◆ About this exercise ◆
Read the data, and whenever a line holds the word "同胜工业园路", report that line.

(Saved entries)
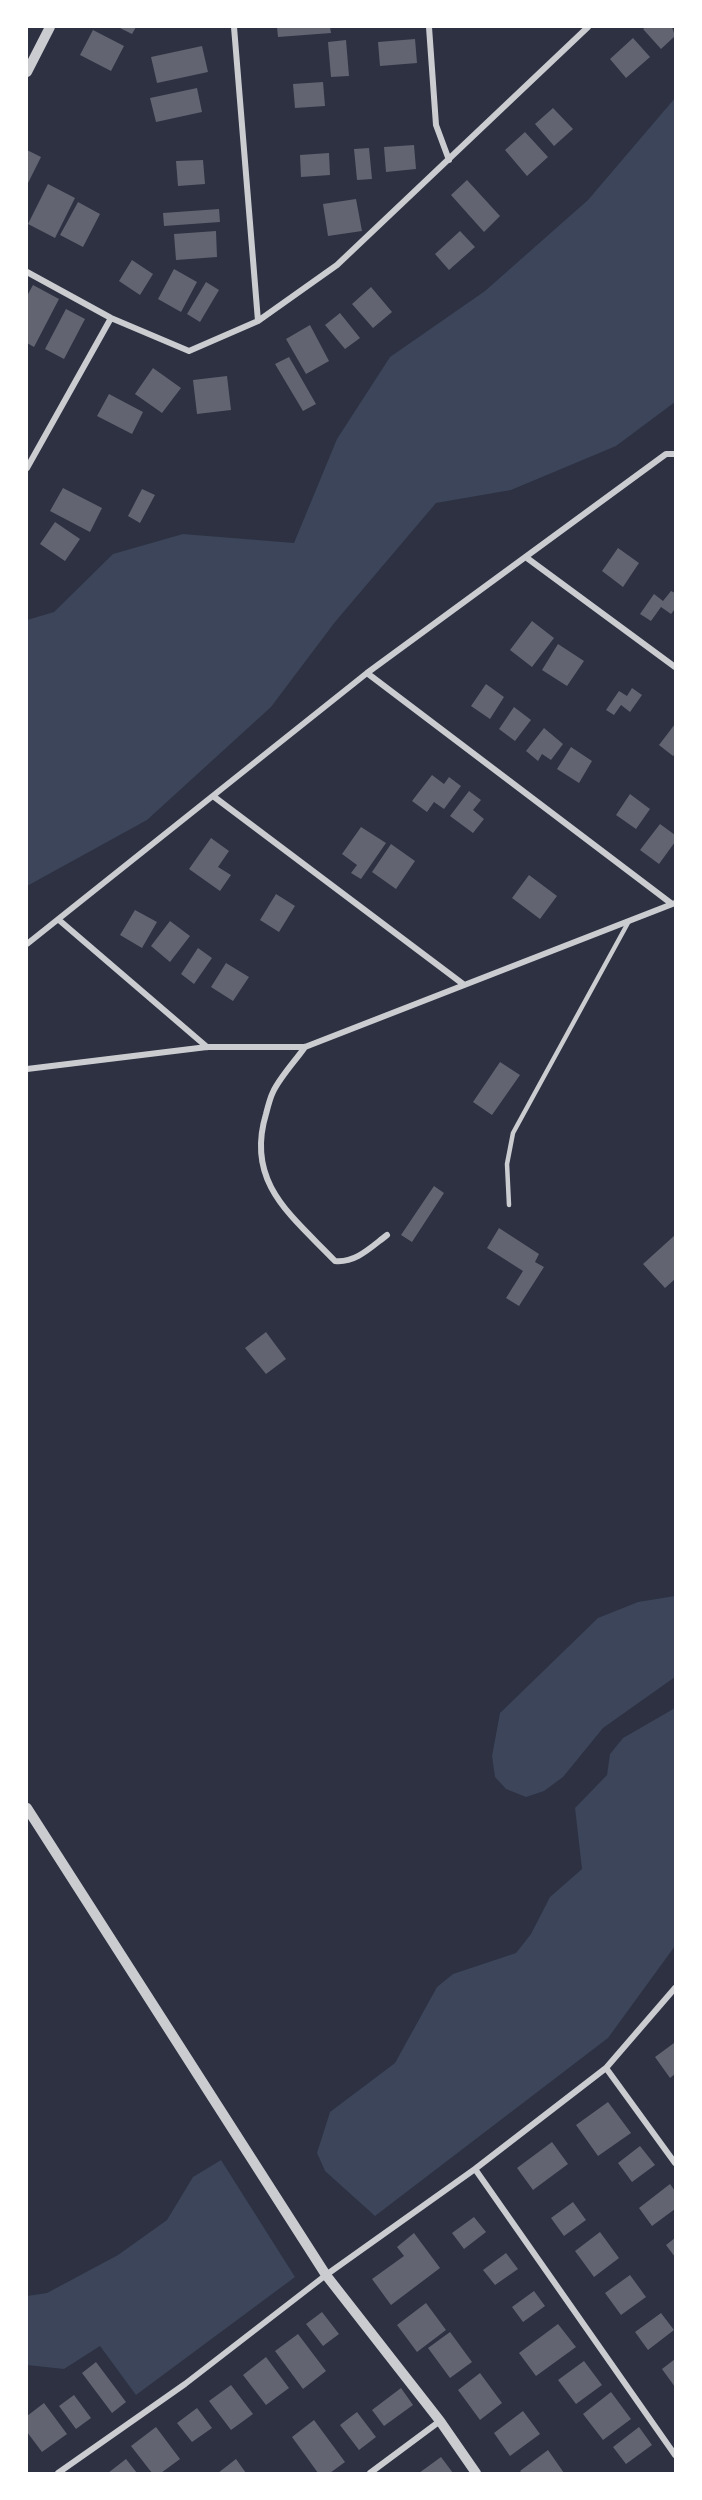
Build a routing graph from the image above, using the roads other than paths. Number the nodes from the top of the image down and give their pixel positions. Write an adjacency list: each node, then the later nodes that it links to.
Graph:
1 (51, 27): 5 (street)
2 (234, 27): 9 (street)
3 (429, 27): 6 (street)
4 (588, 27): 6 (street)
5 (27, 72)
6 (449, 160): 9 (street)
7 (27, 272): 8 (street)
8 (111, 318): 9 (street); 11 (street)
9 (258, 321)
10 (675, 454): 12 (street)
11 (27, 468)
12 (527, 558): 13 (street); 14 (street)
13 (675, 667)
14 (367, 673): 15 (street); 16 (street)
15 (213, 796): 17 (street); 20 (street)
16 (673, 903): 18 (street)
17 (59, 920): 19 (street); 21 (street)
18 (629, 921): 20 (street); 24 (lane)
19 (27, 944)
20 (463, 984): 22 (street)
21 (207, 1047): 22 (street); 23 (street)
22 (305, 1047): 25 (street)
23 (27, 1069)
24 (509, 1205)
25 (387, 1234)
26 (27, 1808): 31 (street)
27 (675, 1988): 28 (street)
28 (606, 2068): 29 (street); 30 (street)
29 (675, 2163)
30 (475, 2169): 31 (street); 33 (street)
31 (326, 2276): 32 (street); 34 (street)
32 (440, 2421): 35 (street); 36 (street)
33 (675, 2455)
34 (58, 2473)
35 (370, 2473)
36 (476, 2473)

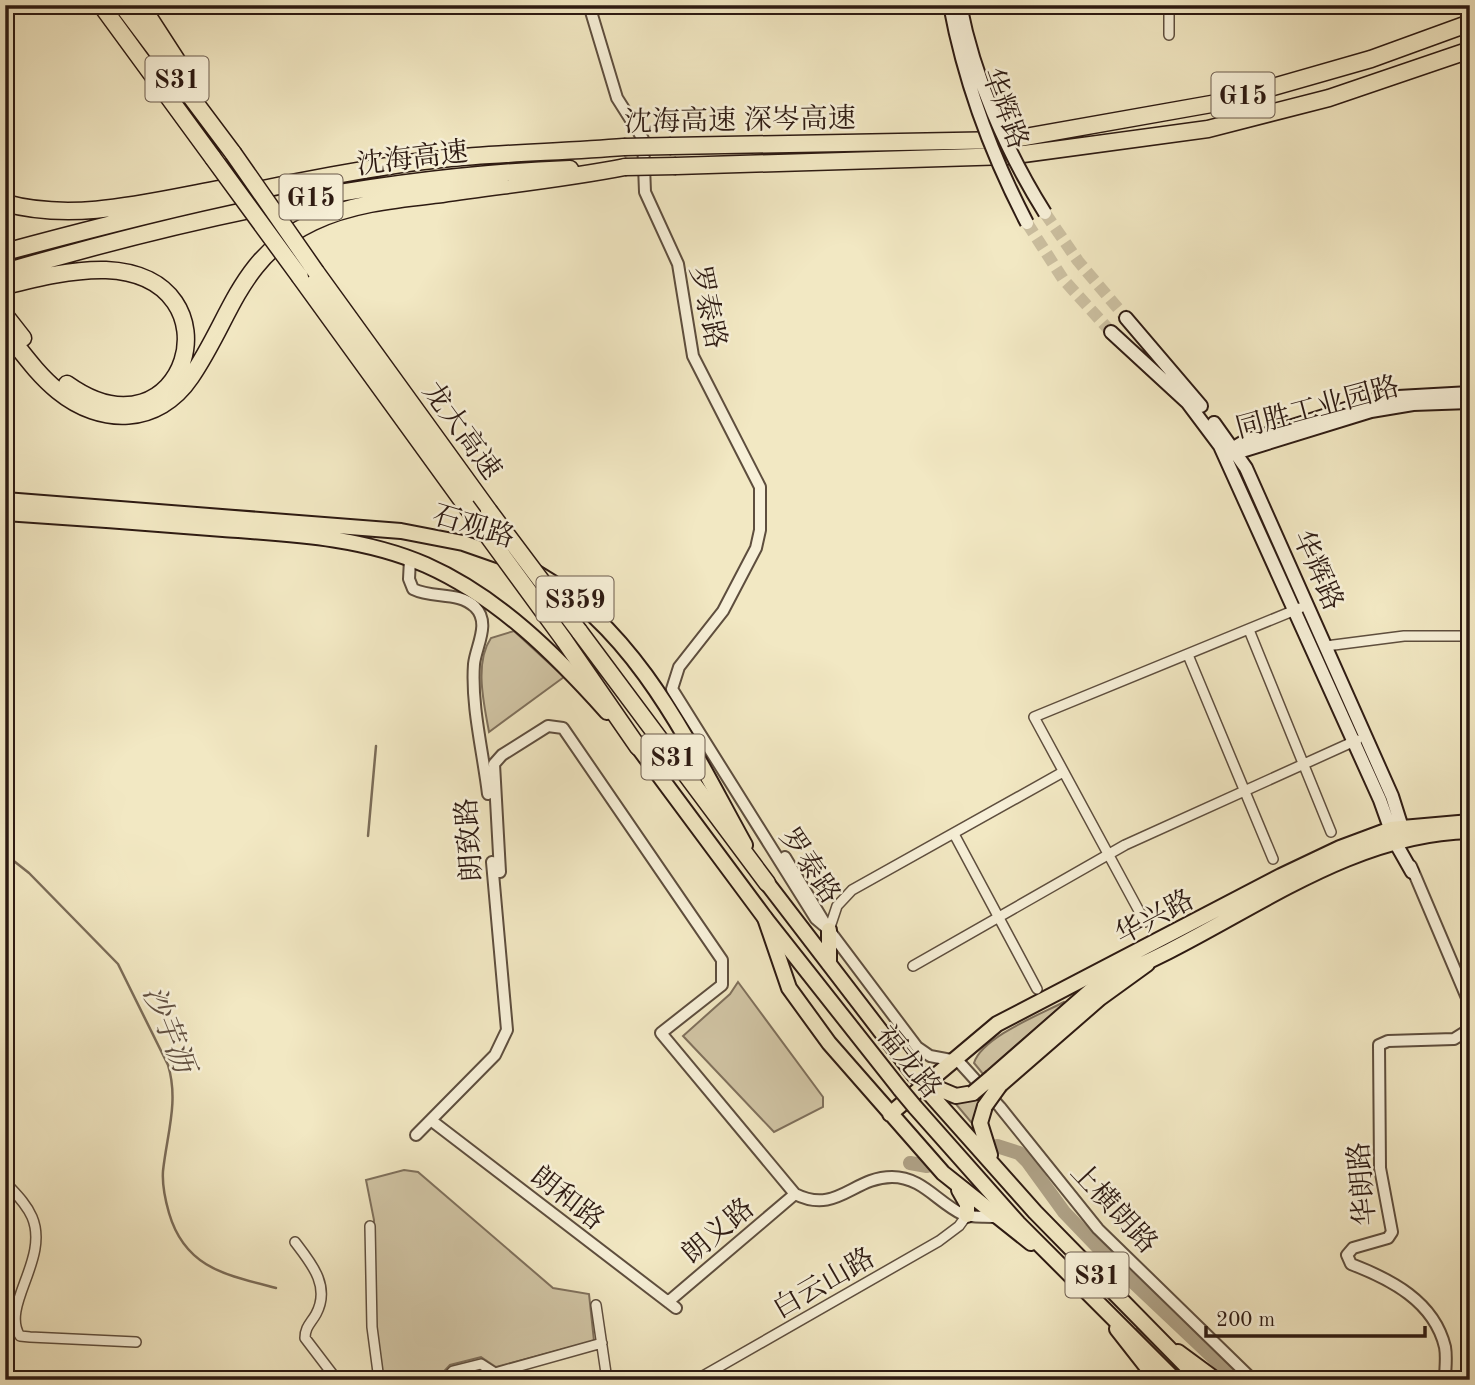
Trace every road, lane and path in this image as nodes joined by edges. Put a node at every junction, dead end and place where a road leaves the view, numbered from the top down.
1 (88, 5) edge
2 (101, 5) edge
3 (122, 5) edge
4 (141, 5) edge
5 (589, 5) edge
6 (950, 5) edge
7 (960, 5) edge
8 (1169, 5) edge
9 (1470, 23) edge
10 (1169, 34) dead end
11 (1470, 50) edge
12 (182, 116) junction
13 (1009, 148) junction
14 (949, 150) junction
15 (233, 153) junction
16 (403, 164) junction
17 (625, 167) junction
18 (5, 204) edge
19 (1045, 213) tunnel mouth
20 (1027, 223) tunnel mouth
21 (5, 253) edge
22 (5, 272) edge
23 (308, 274) junction
24 (5, 286) edge
25 (5, 315) edge
26 (1126, 318) tunnel mouth
27 (5, 331) edge
28 (1111, 332) tunnel mouth
29 (1470, 393) edge
30 (1470, 402) edge
31 (1210, 419) junction
32 (1280, 433) junction
33 (1231, 452) junction
34 (5, 500) edge
35 (1262, 503) junction
36 (5, 513) edge
37 (411, 559) junction
38 (1308, 604) junction
39 (1293, 611) junction
40 (1249, 630) junction
41 (1470, 636) edge
42 (1326, 646) junction
43 (1188, 655) junction
44 (1359, 739) junction
45 (638, 747) junction
46 (1304, 764) junction
47 (1063, 772) junction
48 (1244, 791) junction
49 (1470, 822) edge
50 (1470, 831) edge
51 (1331, 832) dead end
52 (954, 834) junction
53 (1398, 834) junction
54 (1110, 854) junction
55 (1409, 858) joint
56 (1273, 859) dead end
57 (500, 872) dead end
58 (1412, 872) junction
59 (766, 883) junction
60 (765, 918) junction
61 (998, 918) junction
62 (1145, 922) dead end
63 (830, 930) junction
64 (1128, 958) junction
65 (829, 964) junction
66 (1147, 964) junction
67 (913, 966) dead end
68 (1101, 980) junction
69 (1037, 989) dead end
70 (1470, 1005) edge
71 (1470, 1029) edge
72 (955, 1062) junction
73 (996, 1081) junction
74 (933, 1091) junction
75 (890, 1114) junction
76 (432, 1121) junction
77 (416, 1135) dead end
78 (992, 1163) junction
79 (5, 1182) edge
80 (954, 1184) junction
81 (795, 1194) junction
82 (942, 1199) junction
83 (967, 1215) junction
84 (1002, 1219) junction
85 (370, 1226) dead end
86 (295, 1242) dead end
87 (1055, 1261) junction
88 (596, 1305) dead end
89 (672, 1305) joint
90 (1099, 1306) junction
91 (1158, 1337) junction
92 (136, 1342) dead end
93 (602, 1343) junction
94 (337, 1380) edge
95 (379, 1380) edge
96 (445, 1380) edge
97 (607, 1380) edge
98 (696, 1380) edge
99 (1157, 1380) edge
100 (1175, 1380) edge
101 (1199, 1380) edge
102 (1216, 1380) edge
103 (1253, 1380) edge
104 (1445, 1380) edge

1 - 12 highway
2 - 12 highway, 龙大高速 / S31
3 - 15 highway, 龙大高速 / S31
4 - 15 highway
5 - 63 street, 罗泰路
6 - 20 main road, 华辉路, bridge
7 - 19 main road, 华辉路, bridge
8 - 10 street
9 - 13 highway, 沈海高速 深岑高速 / G15
11 - 13 highway, 沈海高速 深岑高速 / G15
12 - 23 highway, 龙大高速 / S31, bridge
13 - 14 highway, 沈海高速 深岑高速 / G15
14 - 16 highway, 沈海高速 深岑高速 / G15, bridge
14 - 17 highway, 沈海高速 深岑高速 / G15, bridge
15 - 23 highway, 龙大高速 / S31, bridge
16 - 18 highway
16 - 21 highway, 沈海高速 深岑高速 / G15
17 - 22 highway, 沈海高速 / G15
17 - 27 highway
23 - 45 highway, 龙大高速 / S31, bridge
23 - 59 highway, 龙大高速 / S31, bridge
24 - 25 highway
26 - 31 main road, 华辉路
28 - 33 main road, 华辉路
29 - 32 main road, 同胜工业园路
30 - 32 main road, 同胜工业园路
31 - 32 main road
31 - 33 main road, 华辉路
32 - 33 main road, 同胜工业园路
32 - 35 main road
33 - 35 main road, 华辉路
33 - 39 main road, 华辉路
34 - 59 main road, 石观路 / S359
35 - 38 main road, 华辉路
36 - 37 main road, 石观路 / S359
37 - 45 main road, 石观路 / S359
37 - 76 street, 朗致路
38 - 39 street
38 - 42 main road, 华辉路
39 - 40 street
39 - 44 main road, 华辉路
40 - 43 street
40 - 46 street
41 - 42 street
42 - 44 main road, 华辉路
43 - 47 street
43 - 48 street
44 - 46 street
44 - 53 main road, 华辉路
45 - 60 main road, 福龙路 / S31
46 - 48 street
46 - 51 street
47 - 52 street
47 - 54 street
48 - 54 street
48 - 56 street
49 - 53 main road, 华兴路
50 - 53 main road, 华兴路
52 - 61 street
52 - 63 street
53 - 55 main road, 华辉路
53 - 58 main road, 华辉路
53 - 64 main road, 华兴路
53 - 66 main road, 华兴路
54 - 61 street
54 - 62 street
55 - 58 street, 华辉路
57 - 81 street
58 - 70 street, 华辉路
59 - 65 main road, 福龙路 / S31
60 - 75 main road
60 - 87 main road, 福龙路 / S31, bridge
61 - 67 street
61 - 69 street
63 - 65 main road
63 - 72 street, 罗泰路
64 - 68 main road
64 - 72 main road, 华兴路
65 - 74 main road, 福龙路 / S31
66 - 68 main road, 华兴路
66 - 73 main road
68 - 72 main road, 华兴路
68 - 73 main road
71 - 104 street, 华朗路
72 - 75 main road, 华兴路
72 - 103 street, 上横朗路
73 - 74 main road, bridge
73 - 78 main road, bridge
74 - 78 main road, 福龙路 / S31
75 - 80 main road
76 - 77 street, 朗致路
76 - 89 street, 朗和路
78 - 91 main road, 福龙路 / S31
79 - 92 street
80 - 82 street
80 - 83 main road
80 - 84 main road
81 - 82 street
81 - 89 street, 朗义路
82 - 83 street
83 - 84 street
83 - 98 street, 白云山路
84 - 87 main road
85 - 95 street
86 - 94 street
87 - 90 main road, 福龙路 / S31
88 - 93 street
90 - 99 main road, S31
90 - 100 main road, 福龙路
91 - 101 main road, 福龙路
91 - 102 main road, S31
93 - 96 street
93 - 97 street

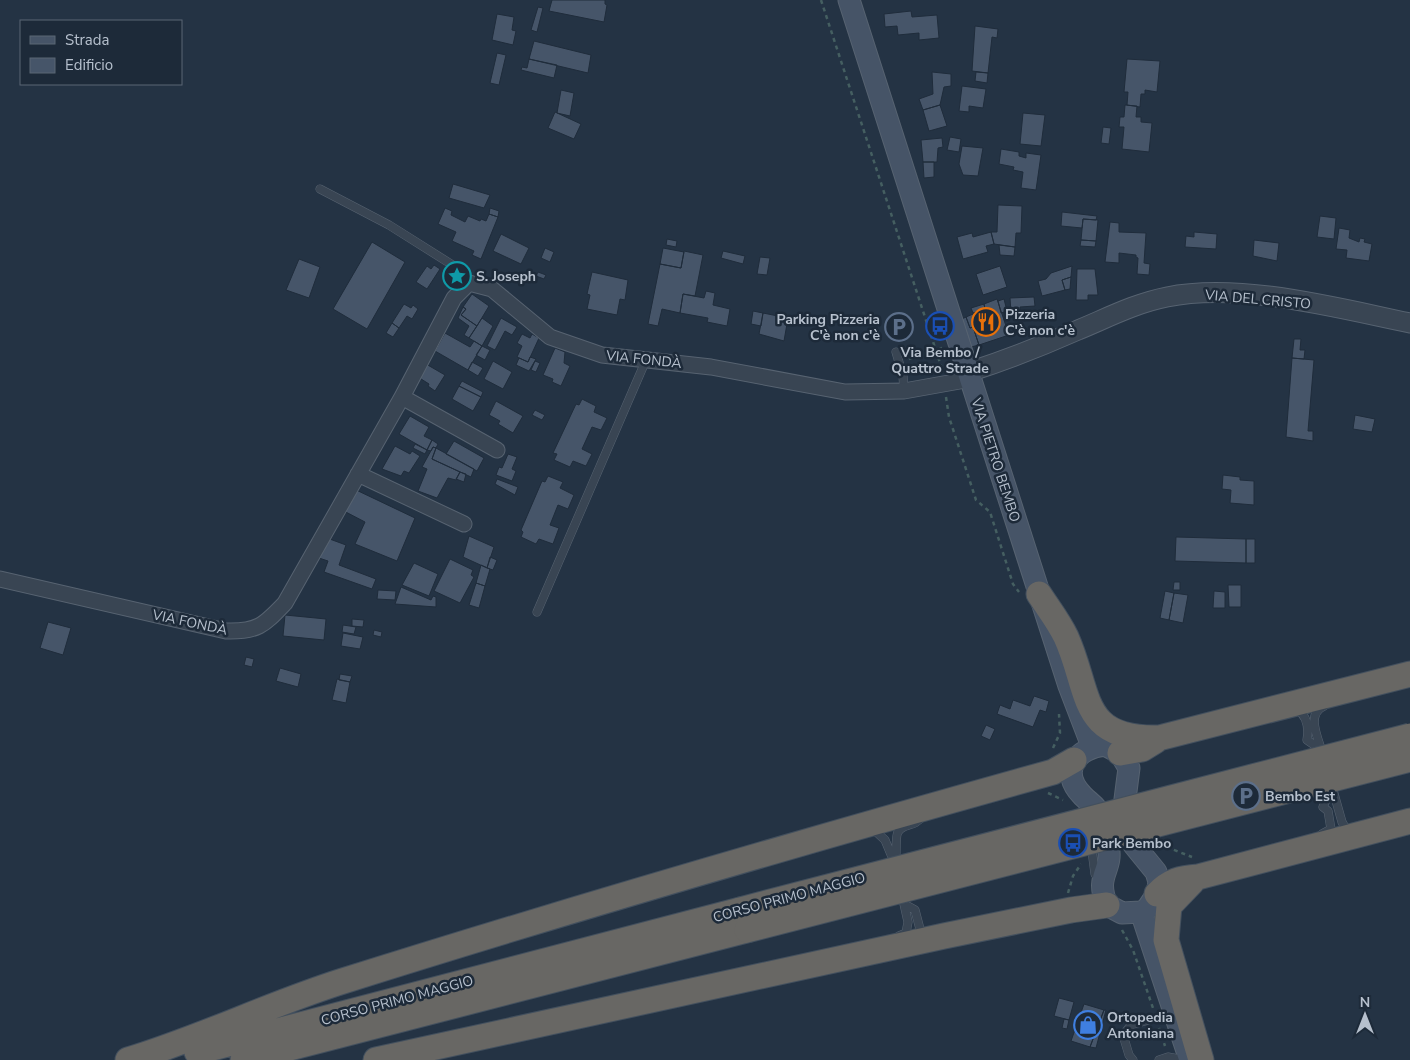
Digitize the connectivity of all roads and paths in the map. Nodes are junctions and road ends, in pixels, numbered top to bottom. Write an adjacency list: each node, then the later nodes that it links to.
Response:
1 (821, 0): 6 (path)
2 (850, 0): 11 (main road, VIA PIETRO BEMBO)
3 (320, 188): 4 (lane)
4 (469, 283): 8 (street, VIA FONDÀ); 13 (street, VIA FONDÀ)
5 (1410, 321): 11 (street, VIA DEL CRISTO)
6 (935, 350): 9 (path); 10 (path)
7 (896, 352): 9 (lane)
8 (646, 360): 12 (street, VIA FONDÀ); 20 (lane)
9 (899, 362): 12 (lane)
10 (942, 372)
11 (970, 376): 12 (street, VIA FONDÀ); 19 (main road, VIA PIETRO BEMBO)
12 (904, 391)
13 (402, 397): 15 (street); 16 (street, VIA FONDÀ)
14 (946, 397): 19 (path)
15 (497, 450)
16 (358, 474): 17 (street); 18 (street, VIA FONDÀ)
17 (464, 524)
18 (0, 579)
19 (1031, 596): 26 (highway); 28 (main road, VIA PIETRO BEMBO)
20 (536, 612)
21 (1410, 674): 22 (highway)
22 (1335, 700): 23 (highway); 27 (lane)
23 (1287, 705): 26 (highway); 27 (lane)
24 (1059, 710): 30 (path)
25 (1410, 736): 45 (highway, CORSO PRIMO MAGGIO, bridge)
26 (1159, 738): 29 (highway)
27 (1322, 751): 33 (lane)
28 (1083, 753): 29 (main road); 34 (highway); 42 (main road, VIA PIETRO BEMBO)
29 (1120, 753): 32 (main road)
30 (1048, 754)
31 (1410, 759): 45 (highway, CORSO PRIMO MAGGIO, bridge)
32 (1129, 782): 37 (lane); 43 (main road)
33 (1332, 786): 38 (lane); 39 (lane)
34 (922, 807): 36 (highway); 40 (lane)
35 (1410, 821): 38 (highway)
36 (864, 824): 40 (lane); 51 (highway)
37 (1146, 836)
38 (1356, 836): 39 (highway)
39 (1306, 842): 41 (highway)
40 (895, 864): 44 (lane)
41 (1198, 877): 43 (highway); 59 (highway)
42 (1104, 894): 43 (main road); 47 (highway)
43 (1149, 903): 49 (main road)
44 (904, 904): 47 (lane); 48 (lane)
45 (744, 920): 52 (highway, CORSO PRIMO MAGGIO); 53 (highway, CORSO PRIMO MAGGIO)
46 (1120, 928): 49 (path)
47 (944, 936): 48 (highway)
48 (872, 952): 54 (highway)
49 (1164, 1015): 50 (path); 55 (lane); 58 (main road)
50 (1168, 1057): 56 (lane); 57 (lane)
51 (128, 1060)
52 (168, 1060)
53 (243, 1060)
54 (376, 1060)
55 (1133, 1060)
56 (1159, 1060)
57 (1184, 1060)
58 (1190, 1060)
59 (1201, 1060)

◆ Answer to the exercise ◆
29 - 32 main road, 同胜工业园路
30 - 32 main road, 同胜工业园路
32 - 33 main road, 同胜工业园路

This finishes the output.